Pew Research Center is reporting the number of married couples has fallen to a record low as more people choose to live together while holding off on the formality and permanency of tying the knot.

The Pew organization’s analysis of U.S. Census data found that barely half of all adults 18 and older in the United States, 51%, are married, down from 57% of adults in 2000. In 1960, 72% of adults were married, reflecting decades of evolving attitudes about the role of marriage in society. Pew also found the median age at first marriage has never been higher for women (26.5 years) and men (28.7). The media age for brides was barely 20 years old in 1960, when most of today’s baby boomers were children, and grooms were typically just a couple of years older.

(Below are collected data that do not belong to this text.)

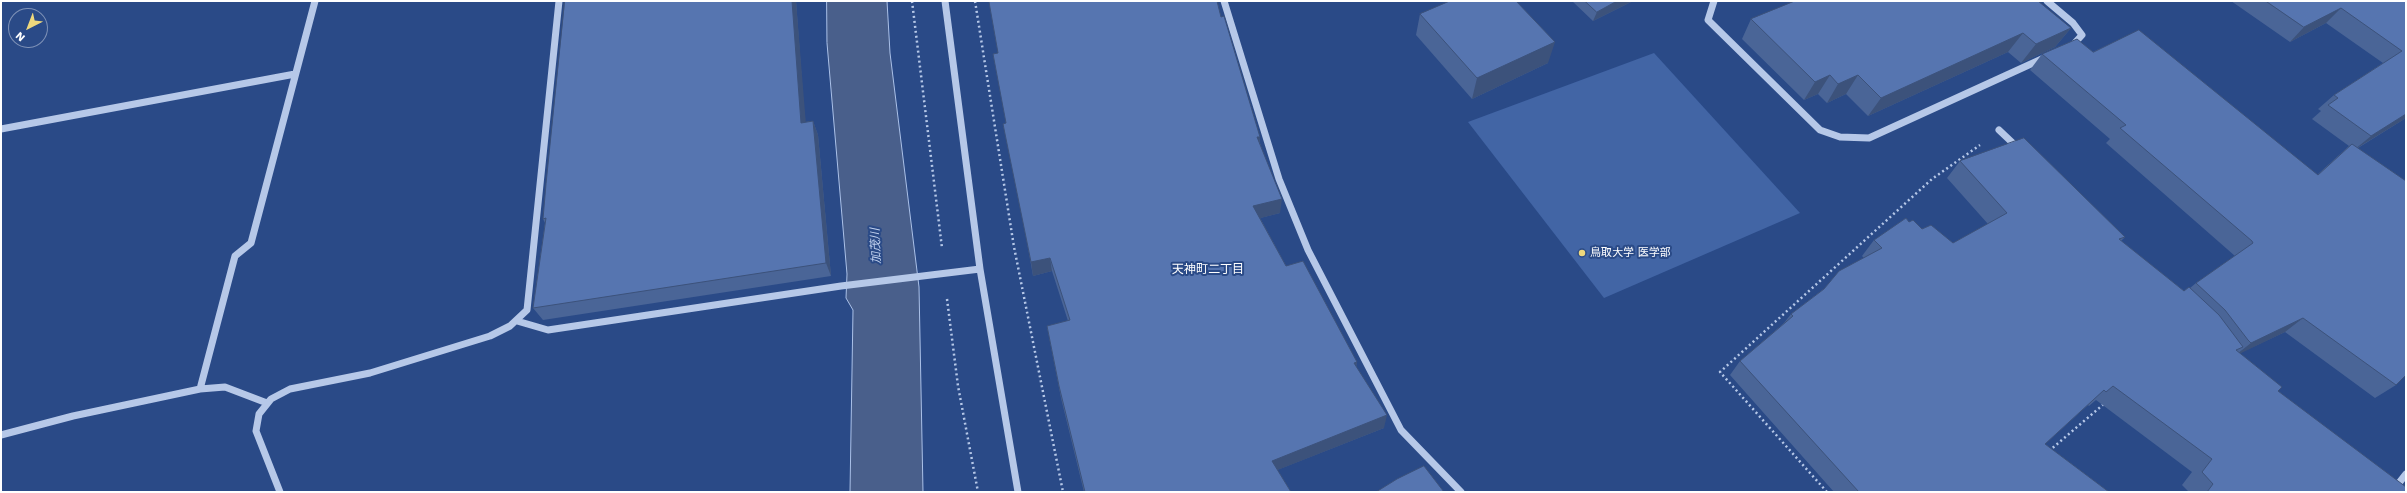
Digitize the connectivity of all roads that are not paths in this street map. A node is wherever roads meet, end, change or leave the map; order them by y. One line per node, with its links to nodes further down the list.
1 (315, 1): 9 (street)
2 (559, 1): 14 (street)
3 (945, 1): 13 (street)
4 (1224, 1): 22 (street)
5 (1714, 1): 8 (street)
6 (2047, 1): 7 (street)
7 (2068, 48)
8 (2054, 54)
9 (295, 74): 10 (street); 15 (street)
10 (1, 129)
11 (1999, 130): 12 (street)
12 (2022, 152)
13 (980, 269): 14 (street); 21 (street)
14 (517, 321): 16 (street)
15 (200, 389): 16 (street); 17 (street)
16 (267, 403): 20 (street)
17 (1, 435)
18 (2406, 474): 19 (street)
19 (2389, 490)
20 (280, 492)
21 (1018, 492)
22 (1461, 492)

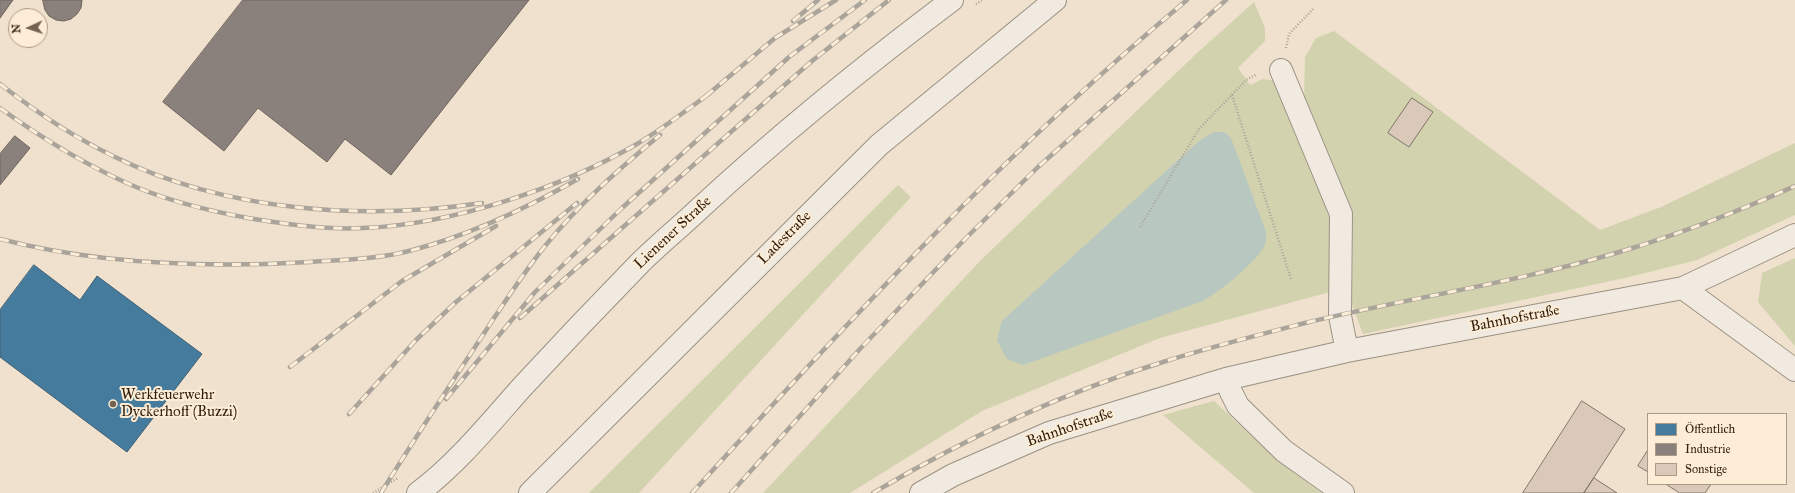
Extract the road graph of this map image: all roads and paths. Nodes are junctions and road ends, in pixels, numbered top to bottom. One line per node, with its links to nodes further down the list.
1 (952, 0): 13 (street, Lienener Straße)
2 (1055, 0): 14 (street, Ladestraße)
3 (1314, 8): 4 (path)
4 (1281, 70): 5 (path); 10 (street)
5 (1232, 95): 6 (path); 8 (path)
6 (1140, 227)
7 (1795, 235): 9 (street, Bahnhofstraße)
8 (1291, 279)
9 (1683, 288): 10 (street, Bahnhofstraße); 11 (street)
10 (1347, 351): 12 (street, Bahnhofstraße)
11 (1795, 370)
12 (1226, 379): 15 (street, Bahnhofstraße); 16 (street)
13 (418, 493)
14 (530, 493)
15 (921, 493)
16 (1343, 493)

Assuming current trends continue, the percentage of married adults will drop to below 50% within a few years, as other adult living arrangements such as cohabitation, single-person households, and single parenthood have all grown more prevalent in recent decades.

Pew Research’s analysis also found the number of new marriages in the U.S. declined by 5% between 2009 and 2010.  This sharp, one-year drop may potentially be explained by the poor economy. One other factor is children born in the 1970s and ’80s, a time when divorce become more socially acceptable and divorce rates rose, reason that watching their parents split up convinced them not to rush into marriage.

Carol Morello, a Demographics reporter for the Washington Post reported “the statistics offer a snapshot in time, and do not mean the unmarried will remain that way.” The steady increase in the median age when people first marry is a key factor in the sliding marriage rate, as is the economic climate, as couples delay their weddings to save money. Morello cites Rose Kreider, a Census Bureau demographer who specializes in household statistics, who noted in 2010 that 7.5 million couples were living together without being married, a huge, 13% jump in just one year. Many of these people had a partner who’d lost a job, or they could not afford to maintain two homes.

Pew’s analysis found that college-educated people are much more likely to marry, with nearly two-out-of-three college graduates being married compared to less than 50% for people have only a high school education. Again, economic factors may explain these numbers as the economy has hit lesser-educated individuals the hardest.